**The records**
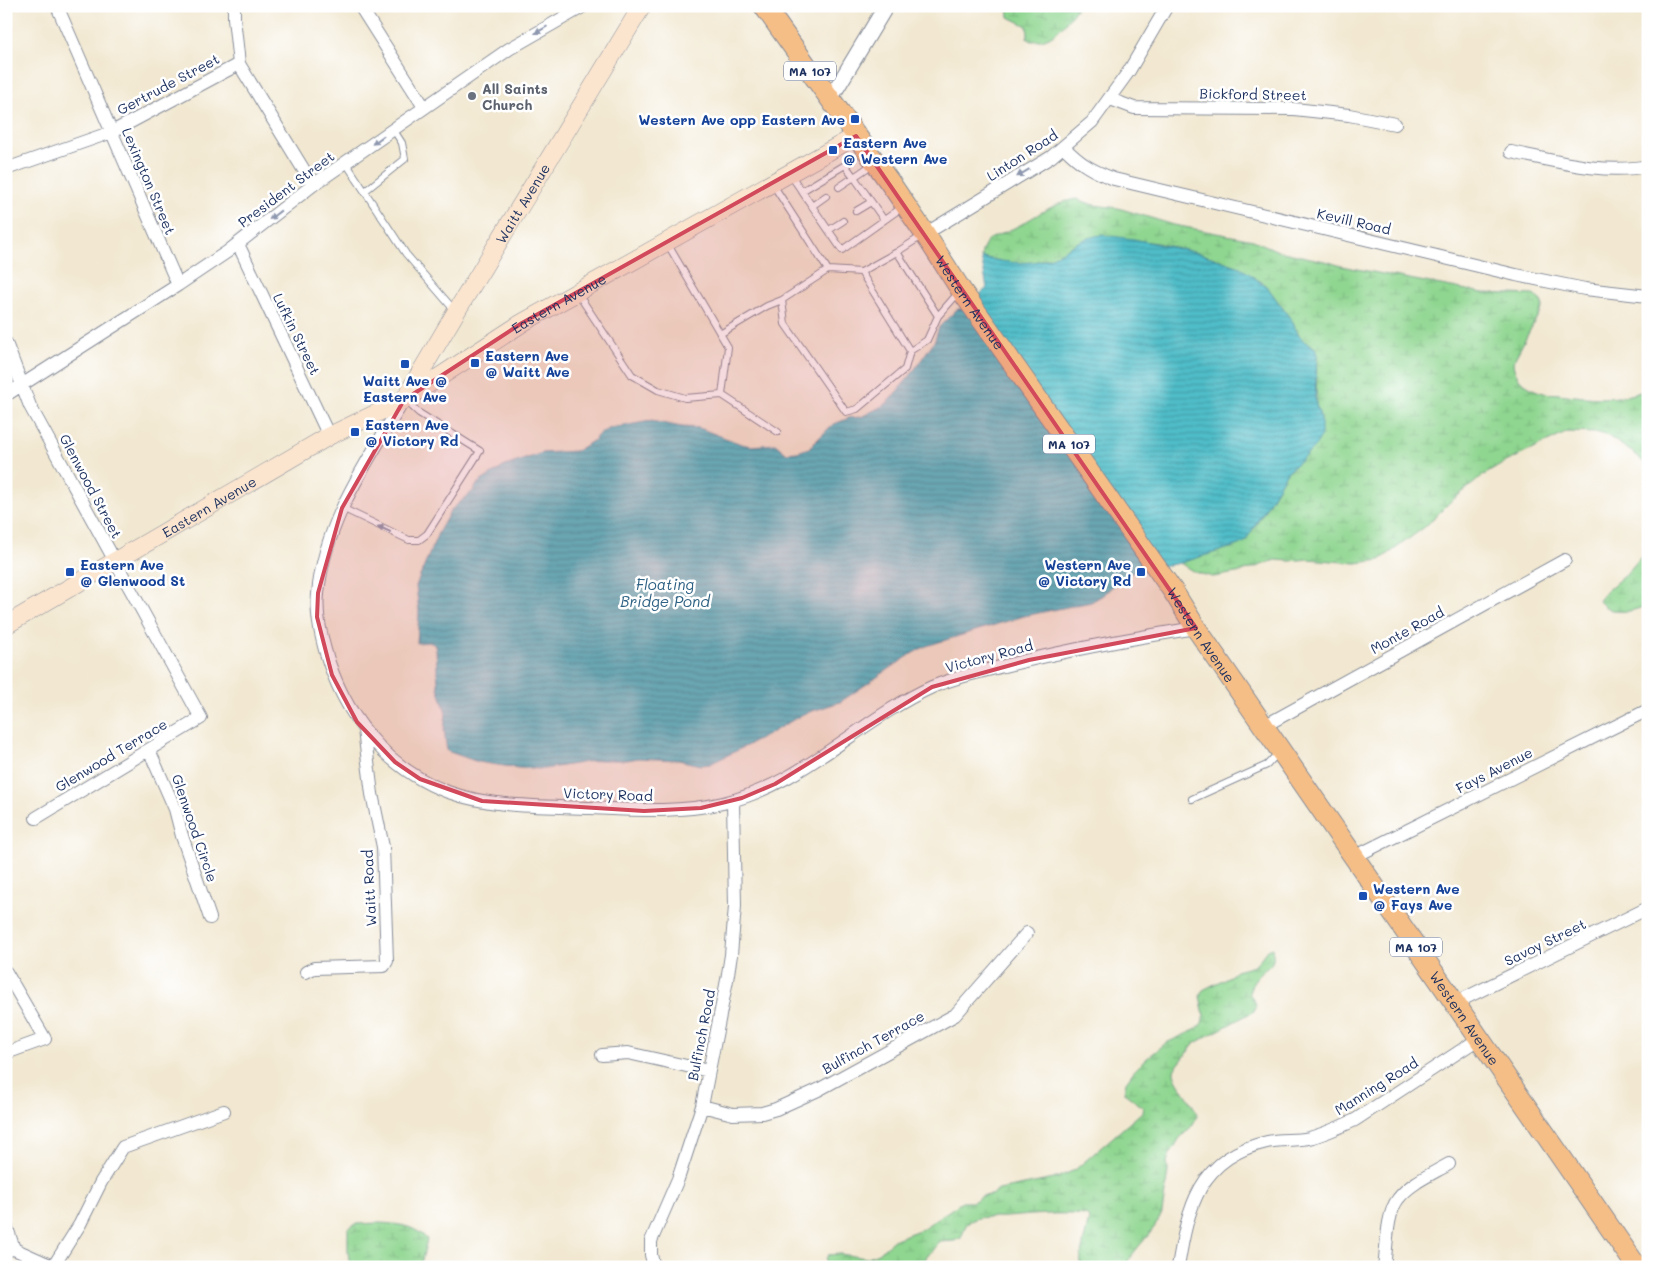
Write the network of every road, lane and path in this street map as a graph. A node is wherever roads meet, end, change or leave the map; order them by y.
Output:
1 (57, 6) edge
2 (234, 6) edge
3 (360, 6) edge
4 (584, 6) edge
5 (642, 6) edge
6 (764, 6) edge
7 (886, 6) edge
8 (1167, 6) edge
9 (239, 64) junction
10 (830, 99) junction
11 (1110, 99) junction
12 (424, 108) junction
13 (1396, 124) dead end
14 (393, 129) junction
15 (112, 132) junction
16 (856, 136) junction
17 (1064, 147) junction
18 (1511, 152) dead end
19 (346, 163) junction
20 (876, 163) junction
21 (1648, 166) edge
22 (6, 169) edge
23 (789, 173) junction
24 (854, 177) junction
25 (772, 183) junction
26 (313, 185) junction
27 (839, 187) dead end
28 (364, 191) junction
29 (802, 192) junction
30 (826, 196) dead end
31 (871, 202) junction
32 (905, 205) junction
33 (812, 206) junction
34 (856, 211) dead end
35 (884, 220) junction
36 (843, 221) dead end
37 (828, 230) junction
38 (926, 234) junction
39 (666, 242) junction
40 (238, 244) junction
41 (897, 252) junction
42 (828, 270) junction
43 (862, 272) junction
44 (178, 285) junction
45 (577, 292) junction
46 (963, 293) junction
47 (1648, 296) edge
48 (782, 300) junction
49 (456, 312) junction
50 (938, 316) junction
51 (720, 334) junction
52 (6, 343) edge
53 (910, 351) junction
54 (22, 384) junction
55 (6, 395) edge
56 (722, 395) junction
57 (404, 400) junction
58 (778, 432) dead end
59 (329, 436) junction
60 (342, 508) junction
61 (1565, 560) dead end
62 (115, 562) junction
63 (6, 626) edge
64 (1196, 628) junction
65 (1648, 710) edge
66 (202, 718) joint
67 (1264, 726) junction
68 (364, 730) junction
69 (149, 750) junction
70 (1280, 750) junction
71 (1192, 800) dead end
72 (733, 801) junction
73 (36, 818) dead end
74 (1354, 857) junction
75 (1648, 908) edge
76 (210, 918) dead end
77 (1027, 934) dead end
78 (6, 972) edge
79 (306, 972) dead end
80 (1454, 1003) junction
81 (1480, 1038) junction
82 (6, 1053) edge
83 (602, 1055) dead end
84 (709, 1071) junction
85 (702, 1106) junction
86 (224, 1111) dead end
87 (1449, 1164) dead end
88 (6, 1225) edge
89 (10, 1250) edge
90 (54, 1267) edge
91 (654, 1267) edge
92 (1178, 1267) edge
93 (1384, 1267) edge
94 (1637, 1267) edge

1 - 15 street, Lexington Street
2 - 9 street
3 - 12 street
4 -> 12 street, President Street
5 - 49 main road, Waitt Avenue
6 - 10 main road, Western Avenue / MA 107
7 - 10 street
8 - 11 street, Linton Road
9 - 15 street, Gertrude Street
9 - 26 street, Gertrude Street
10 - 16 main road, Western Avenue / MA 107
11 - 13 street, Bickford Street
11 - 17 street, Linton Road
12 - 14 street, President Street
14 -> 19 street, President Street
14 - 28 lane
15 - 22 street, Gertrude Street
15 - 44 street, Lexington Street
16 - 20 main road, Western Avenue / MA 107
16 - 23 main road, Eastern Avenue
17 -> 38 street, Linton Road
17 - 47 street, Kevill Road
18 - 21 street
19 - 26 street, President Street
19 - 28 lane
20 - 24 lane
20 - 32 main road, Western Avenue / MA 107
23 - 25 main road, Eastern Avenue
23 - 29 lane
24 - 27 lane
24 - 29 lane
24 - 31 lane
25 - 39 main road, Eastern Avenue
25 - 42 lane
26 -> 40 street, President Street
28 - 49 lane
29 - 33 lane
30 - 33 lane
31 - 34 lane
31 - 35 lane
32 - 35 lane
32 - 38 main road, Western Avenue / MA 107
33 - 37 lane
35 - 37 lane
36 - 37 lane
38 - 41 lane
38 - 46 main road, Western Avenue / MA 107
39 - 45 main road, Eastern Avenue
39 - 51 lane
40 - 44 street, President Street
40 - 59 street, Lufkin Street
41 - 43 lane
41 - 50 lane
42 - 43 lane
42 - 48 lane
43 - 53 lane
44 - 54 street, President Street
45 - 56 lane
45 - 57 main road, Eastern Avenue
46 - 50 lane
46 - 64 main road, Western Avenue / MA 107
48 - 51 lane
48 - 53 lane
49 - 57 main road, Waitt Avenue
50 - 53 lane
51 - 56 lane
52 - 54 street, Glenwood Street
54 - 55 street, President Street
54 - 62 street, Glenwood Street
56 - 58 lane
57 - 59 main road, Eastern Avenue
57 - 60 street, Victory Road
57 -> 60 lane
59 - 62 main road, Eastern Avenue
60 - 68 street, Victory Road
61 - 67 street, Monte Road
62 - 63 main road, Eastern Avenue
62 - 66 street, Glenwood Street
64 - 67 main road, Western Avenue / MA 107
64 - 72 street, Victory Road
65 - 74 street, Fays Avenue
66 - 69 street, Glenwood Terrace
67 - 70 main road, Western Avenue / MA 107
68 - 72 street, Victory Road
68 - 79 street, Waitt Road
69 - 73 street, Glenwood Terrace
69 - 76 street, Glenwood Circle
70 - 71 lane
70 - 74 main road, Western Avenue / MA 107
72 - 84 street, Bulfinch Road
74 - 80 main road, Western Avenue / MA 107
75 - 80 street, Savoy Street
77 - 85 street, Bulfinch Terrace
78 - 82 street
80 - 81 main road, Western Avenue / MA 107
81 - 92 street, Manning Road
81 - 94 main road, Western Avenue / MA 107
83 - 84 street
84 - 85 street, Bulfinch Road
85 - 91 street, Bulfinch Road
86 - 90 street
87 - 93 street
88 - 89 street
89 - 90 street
---
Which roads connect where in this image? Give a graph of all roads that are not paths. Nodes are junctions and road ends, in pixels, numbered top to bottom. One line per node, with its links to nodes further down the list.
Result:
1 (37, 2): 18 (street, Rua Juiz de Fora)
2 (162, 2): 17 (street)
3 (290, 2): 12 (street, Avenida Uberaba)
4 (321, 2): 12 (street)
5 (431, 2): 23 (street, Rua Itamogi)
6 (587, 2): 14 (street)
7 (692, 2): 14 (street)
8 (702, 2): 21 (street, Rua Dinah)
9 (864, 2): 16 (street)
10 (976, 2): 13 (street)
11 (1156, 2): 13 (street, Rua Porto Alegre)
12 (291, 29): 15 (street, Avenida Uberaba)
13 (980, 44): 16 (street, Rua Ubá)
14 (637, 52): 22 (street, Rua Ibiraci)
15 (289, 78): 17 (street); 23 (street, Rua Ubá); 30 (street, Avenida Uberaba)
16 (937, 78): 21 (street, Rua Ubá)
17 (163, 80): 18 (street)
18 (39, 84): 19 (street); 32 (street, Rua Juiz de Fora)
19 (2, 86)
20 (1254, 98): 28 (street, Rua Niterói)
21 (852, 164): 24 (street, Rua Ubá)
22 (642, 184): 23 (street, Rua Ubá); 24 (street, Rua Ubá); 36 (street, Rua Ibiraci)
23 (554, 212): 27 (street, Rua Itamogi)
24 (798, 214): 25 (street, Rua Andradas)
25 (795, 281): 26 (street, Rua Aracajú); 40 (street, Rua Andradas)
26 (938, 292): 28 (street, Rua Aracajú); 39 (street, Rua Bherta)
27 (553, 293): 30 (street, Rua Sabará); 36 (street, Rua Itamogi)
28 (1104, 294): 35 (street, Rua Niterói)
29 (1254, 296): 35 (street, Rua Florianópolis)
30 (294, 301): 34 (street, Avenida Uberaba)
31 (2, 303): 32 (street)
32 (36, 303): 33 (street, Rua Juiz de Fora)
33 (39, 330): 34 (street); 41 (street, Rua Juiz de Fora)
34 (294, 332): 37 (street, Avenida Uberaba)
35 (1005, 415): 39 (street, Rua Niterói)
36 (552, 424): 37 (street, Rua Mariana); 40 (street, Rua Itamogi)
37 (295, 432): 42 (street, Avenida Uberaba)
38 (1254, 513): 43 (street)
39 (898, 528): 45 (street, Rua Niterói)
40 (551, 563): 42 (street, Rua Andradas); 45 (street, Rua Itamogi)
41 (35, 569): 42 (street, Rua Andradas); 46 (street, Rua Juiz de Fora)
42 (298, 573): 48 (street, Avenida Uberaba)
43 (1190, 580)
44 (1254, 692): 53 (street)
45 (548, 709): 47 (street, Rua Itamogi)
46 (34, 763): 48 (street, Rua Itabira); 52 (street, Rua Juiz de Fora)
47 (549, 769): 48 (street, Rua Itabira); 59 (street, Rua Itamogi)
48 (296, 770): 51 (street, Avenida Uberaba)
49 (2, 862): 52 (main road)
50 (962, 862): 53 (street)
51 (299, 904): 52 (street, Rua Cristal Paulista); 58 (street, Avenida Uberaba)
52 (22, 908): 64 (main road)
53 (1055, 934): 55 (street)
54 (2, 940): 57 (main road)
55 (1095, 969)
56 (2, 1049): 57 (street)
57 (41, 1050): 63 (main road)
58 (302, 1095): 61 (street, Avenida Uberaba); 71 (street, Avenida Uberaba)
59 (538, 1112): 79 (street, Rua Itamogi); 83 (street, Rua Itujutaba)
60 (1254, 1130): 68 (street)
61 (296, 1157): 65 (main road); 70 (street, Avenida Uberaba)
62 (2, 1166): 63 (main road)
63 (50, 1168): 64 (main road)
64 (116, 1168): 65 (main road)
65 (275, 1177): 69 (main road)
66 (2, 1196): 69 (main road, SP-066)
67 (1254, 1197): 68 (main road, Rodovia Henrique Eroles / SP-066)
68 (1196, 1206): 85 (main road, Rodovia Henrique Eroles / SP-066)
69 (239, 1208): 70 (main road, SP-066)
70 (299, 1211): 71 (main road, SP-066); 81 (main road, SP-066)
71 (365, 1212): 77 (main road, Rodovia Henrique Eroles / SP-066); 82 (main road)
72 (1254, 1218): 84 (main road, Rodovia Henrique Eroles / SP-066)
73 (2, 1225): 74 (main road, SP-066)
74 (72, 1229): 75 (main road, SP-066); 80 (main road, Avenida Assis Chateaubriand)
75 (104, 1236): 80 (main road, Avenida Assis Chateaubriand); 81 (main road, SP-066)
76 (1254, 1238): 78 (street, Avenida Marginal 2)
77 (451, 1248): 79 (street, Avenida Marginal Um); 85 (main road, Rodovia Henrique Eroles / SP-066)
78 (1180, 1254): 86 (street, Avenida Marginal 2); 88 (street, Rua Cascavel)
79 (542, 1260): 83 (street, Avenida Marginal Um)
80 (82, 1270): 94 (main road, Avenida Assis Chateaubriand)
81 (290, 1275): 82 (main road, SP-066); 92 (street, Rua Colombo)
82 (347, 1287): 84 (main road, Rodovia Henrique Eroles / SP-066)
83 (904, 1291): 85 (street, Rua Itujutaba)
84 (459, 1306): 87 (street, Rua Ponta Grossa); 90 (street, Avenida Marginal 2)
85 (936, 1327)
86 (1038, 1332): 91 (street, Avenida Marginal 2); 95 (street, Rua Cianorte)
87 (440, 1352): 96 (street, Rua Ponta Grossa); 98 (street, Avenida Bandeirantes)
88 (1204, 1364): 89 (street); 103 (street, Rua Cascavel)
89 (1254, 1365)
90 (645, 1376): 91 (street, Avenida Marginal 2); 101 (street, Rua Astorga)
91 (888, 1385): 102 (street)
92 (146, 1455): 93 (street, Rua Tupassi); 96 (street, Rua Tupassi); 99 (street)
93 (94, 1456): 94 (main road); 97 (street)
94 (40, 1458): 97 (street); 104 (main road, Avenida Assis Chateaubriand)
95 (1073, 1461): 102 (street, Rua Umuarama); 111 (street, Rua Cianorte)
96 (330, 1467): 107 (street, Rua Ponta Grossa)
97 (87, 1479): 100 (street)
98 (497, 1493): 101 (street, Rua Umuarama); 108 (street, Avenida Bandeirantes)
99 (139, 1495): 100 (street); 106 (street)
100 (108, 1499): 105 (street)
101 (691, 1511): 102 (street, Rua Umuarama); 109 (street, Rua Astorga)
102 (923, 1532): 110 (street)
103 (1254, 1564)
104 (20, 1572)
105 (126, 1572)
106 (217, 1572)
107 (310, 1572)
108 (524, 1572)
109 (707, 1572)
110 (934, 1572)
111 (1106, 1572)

**Your assignment**
Using the material above, find each line that holds "Henrique" and copy that line.

**Problem solution**
67 (1254, 1197): 68 (main road, Rodovia Henrique Eroles / SP-066)
68 (1196, 1206): 85 (main road, Rodovia Henrique Eroles / SP-066)
71 (365, 1212): 77 (main road, Rodovia Henrique Eroles / SP-066); 82 (main road)
72 (1254, 1218): 84 (main road, Rodovia Henrique Eroles / SP-066)
77 (451, 1248): 79 (street, Avenida Marginal Um); 85 (main road, Rodovia Henrique Eroles / SP-066)
82 (347, 1287): 84 (main road, Rodovia Henrique Eroles / SP-066)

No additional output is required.